Monday, November 20, 2023

Giving Thanks and Finding Meaning Over the Holiday


The Thanksgiving holiday in the United States is a strange time for business professionals. Most of the year, the company instructs us to sacrifice for our careers. The holiday arrives, and we slow down for a few moments to enjoy the company of family and friends. Only then do we understand the cost of our sacrifices at the office. Children grow up becoming people we do not recognize, and our romantic partners may be distant and alienated because we prioritize work. The messiness of our family life is a world away from the orderliness of budget reports and status updates. It is the tradeoff we made to provide for our families. 

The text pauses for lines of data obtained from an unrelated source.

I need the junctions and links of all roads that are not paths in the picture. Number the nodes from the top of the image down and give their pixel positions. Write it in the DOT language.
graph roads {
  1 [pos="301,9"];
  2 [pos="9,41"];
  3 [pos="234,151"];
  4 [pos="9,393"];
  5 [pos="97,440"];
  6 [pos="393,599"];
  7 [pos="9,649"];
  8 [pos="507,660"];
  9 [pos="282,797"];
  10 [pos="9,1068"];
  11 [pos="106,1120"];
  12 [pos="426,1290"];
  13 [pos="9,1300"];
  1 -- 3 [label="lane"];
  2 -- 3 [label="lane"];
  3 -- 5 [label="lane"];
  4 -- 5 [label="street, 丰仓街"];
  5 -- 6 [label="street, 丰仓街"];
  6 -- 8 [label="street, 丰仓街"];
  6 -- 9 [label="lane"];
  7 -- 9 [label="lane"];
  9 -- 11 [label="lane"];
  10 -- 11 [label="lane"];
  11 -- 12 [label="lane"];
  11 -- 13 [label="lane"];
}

I experience these feelings as much as the next person, but I always look forward to the holiday. Since childhood, I have treated the four-day Thanksgiving weekend like a small vacation and a chance to reset myself. It is a strategy that serves me well because spending time with family at the dinner table is much better from my perspective than sitting at a conference table with people pretending to be masters of the universe. Along with family time, part of my reset is expressing gratitude for what makes life meaningful. Today, I am going to take some time to do that. 

With the change of season, I read Viktor E. Frankl’s “Man’s Search for Meaning.” Frankl gives a blunt and unflinching look at his experiences as a concentration camp inmate at Theresienstadt and later Auschwitz. Frankl lost everything during the Holocaust. His wife, mother, father, and brother all died by execution or illness. Frankl himself suffered starvation and beatings daily until he was near death before liberation by Allied forces in 1945. He has spent nearly four years in the concentration camps. 

What makes his story is the little details he reveals about life in the camps. The inmates treated their captivity like a full-time job and survival as a principal metric of success. Time would squash and stretch weirdly, with days becoming endless slogs of toil while weeks and months would drift by without consequence. It was looting the bodies of dead comrades for shoelaces, belts, and cigarettes. Captives looked forward to being last in line for soup because they would get a chance to receive a vegetable or scrap of meat in their bowl. Finally, Frankl observed that hunger and deprivation forced people to become their most essential selves. People who were decent and empathetic became more so, while selfish and cruel people became obvious. Confronted with death, humans are both the best and worst examples of how to be alive. 

Frankl does not consider himself morally superior and attributes his survival to chance. He uses his experiences to form his understanding of psychoanalysis and philosophy. It is that understanding that is the basis of a form of treatment called logotherapy and Frankl’’s observation that three things give people meaning even in the darkest circumstances. These three things are:

  • Creating work or doing a deed.
  • Experiencing something or encountering someone else.
  • By the attitude we take toward unavoidable suffering. 

The categories are deliberately vague because each person must discover what the work gives us; meaning or encounter provides value. What unites all humans is unavoidable suffering. People we love die from cancer. Old friends drift away, and the indifferent forces of the global economy can turn any of us into homeless beggars. We must find meaning in our world by being creative, loving someone or some experience, and finally learning to transcend the pain of unavoidable suffering. It is a blueprint for our absurd postmodern age. 

This Thanksgiving, I am grateful for everything that helps provide meaning to my life. 

  • I am grateful to Capco for allowing me to help clients be more successful. 
  • I am grateful to my peers in the Agile Reformation, including Dimple Shah, Thomas Meloche, and Diana Williams from Project Brilliant, who supported my efforts to make business more sustainable, sane, and satisfying. 
  • I am grateful for my parents, who I can still enjoy time with and who encourage me the way only parents can. 
  • I am grateful for a woman who loves me despite myself and has become my partner in this chaotic life. 
  • The strange business environment of banking in 2023 has shown me who the saints are and exposed the sinners in a clarifying fashion. I am grateful for this moment of clarity. 
  • Cancer caused plenty of pain and unnecessary suffering and exposed me to what mattered, which was the people around me that I loved.
  • The war in Ukraine and violence in Gaza have clarified how I feel about violence and authoritarianism. I am grateful for that lesson. 
  • Finally, I am grateful to the people who follow me on this blog, via social media, and in my video feed. Thank you for allowing me to share myself with you each day. 

Any comparison of being a paid professional in the twenty-first-century global economy with the experience of prisoners in the extermination camps of World War Two is ludicrous and stupid. I can gain wisdom for my world from the experiences of another. Frankl feels like a person from a different time who has something to teach us today. So, as I survey my family and the tradeoffs I have made to support them, I am grateful that I can rely on the wisdom of the past to make sense of the present. In 2023, the sacrifices were worth it.